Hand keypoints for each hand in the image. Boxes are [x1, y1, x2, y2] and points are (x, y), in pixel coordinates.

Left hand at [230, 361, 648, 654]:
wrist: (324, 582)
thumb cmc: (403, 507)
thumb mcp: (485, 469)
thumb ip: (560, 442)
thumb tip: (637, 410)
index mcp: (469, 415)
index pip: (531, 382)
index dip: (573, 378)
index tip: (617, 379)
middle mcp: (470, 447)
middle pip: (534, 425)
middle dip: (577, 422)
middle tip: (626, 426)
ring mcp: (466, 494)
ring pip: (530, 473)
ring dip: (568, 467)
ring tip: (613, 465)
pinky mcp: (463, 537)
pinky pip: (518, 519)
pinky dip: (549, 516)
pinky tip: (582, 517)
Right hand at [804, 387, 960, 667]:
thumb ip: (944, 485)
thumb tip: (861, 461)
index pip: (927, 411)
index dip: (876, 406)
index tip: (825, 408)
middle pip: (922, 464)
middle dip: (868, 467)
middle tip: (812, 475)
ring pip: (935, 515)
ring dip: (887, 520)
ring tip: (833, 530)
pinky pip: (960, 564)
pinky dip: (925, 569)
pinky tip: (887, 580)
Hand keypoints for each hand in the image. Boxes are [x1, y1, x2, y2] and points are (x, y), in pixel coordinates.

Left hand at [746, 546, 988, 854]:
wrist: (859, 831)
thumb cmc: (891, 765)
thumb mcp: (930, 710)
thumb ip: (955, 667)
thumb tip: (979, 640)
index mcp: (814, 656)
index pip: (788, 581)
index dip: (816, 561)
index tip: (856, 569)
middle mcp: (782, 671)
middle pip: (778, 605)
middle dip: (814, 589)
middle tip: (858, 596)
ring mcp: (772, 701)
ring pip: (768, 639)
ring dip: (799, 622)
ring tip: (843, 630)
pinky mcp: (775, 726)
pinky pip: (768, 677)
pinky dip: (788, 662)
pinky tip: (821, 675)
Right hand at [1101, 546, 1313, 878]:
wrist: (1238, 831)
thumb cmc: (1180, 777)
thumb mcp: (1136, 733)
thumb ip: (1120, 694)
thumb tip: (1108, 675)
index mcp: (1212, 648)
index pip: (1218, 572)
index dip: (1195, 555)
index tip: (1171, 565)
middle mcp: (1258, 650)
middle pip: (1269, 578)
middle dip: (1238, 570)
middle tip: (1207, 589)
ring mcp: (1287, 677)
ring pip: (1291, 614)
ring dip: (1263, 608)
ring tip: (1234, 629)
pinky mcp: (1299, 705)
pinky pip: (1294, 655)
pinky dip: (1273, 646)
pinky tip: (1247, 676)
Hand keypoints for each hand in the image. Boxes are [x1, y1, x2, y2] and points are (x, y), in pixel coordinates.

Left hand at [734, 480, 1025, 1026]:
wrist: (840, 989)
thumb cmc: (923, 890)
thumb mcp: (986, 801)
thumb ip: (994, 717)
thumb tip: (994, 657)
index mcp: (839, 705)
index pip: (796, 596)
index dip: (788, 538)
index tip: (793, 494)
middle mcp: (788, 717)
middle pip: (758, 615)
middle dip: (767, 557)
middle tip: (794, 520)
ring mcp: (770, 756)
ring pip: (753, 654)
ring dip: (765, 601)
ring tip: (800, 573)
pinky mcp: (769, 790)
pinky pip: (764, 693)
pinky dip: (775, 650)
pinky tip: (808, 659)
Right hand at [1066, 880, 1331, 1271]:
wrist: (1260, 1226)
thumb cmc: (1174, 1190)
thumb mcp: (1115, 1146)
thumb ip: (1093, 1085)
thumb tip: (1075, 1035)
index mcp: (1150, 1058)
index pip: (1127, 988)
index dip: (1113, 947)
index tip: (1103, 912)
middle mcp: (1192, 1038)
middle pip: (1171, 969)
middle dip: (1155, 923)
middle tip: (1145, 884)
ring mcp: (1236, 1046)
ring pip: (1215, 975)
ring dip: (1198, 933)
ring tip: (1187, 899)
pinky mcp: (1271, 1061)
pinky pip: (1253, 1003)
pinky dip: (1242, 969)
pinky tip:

______________________________

— Exercise aim —
Everything above from the line with "index pip: (1218, 572)" to the line with "pinky dip: (1273, 646)", both included, must be repeated exactly, and nothing outside that range.

— Task result —
index pip: (1218, 572)
index dip: (1195, 555)
index tip: (1171, 565)
middle mcp: (1258, 650)
middle pip: (1269, 578)
middle dip: (1238, 570)
middle tip: (1207, 589)
ring mcp: (1287, 677)
ring pip: (1291, 614)
ring dip: (1263, 608)
ring tip: (1234, 629)
pinky mcp: (1299, 705)
pinky pip: (1294, 655)
pinky dip: (1273, 646)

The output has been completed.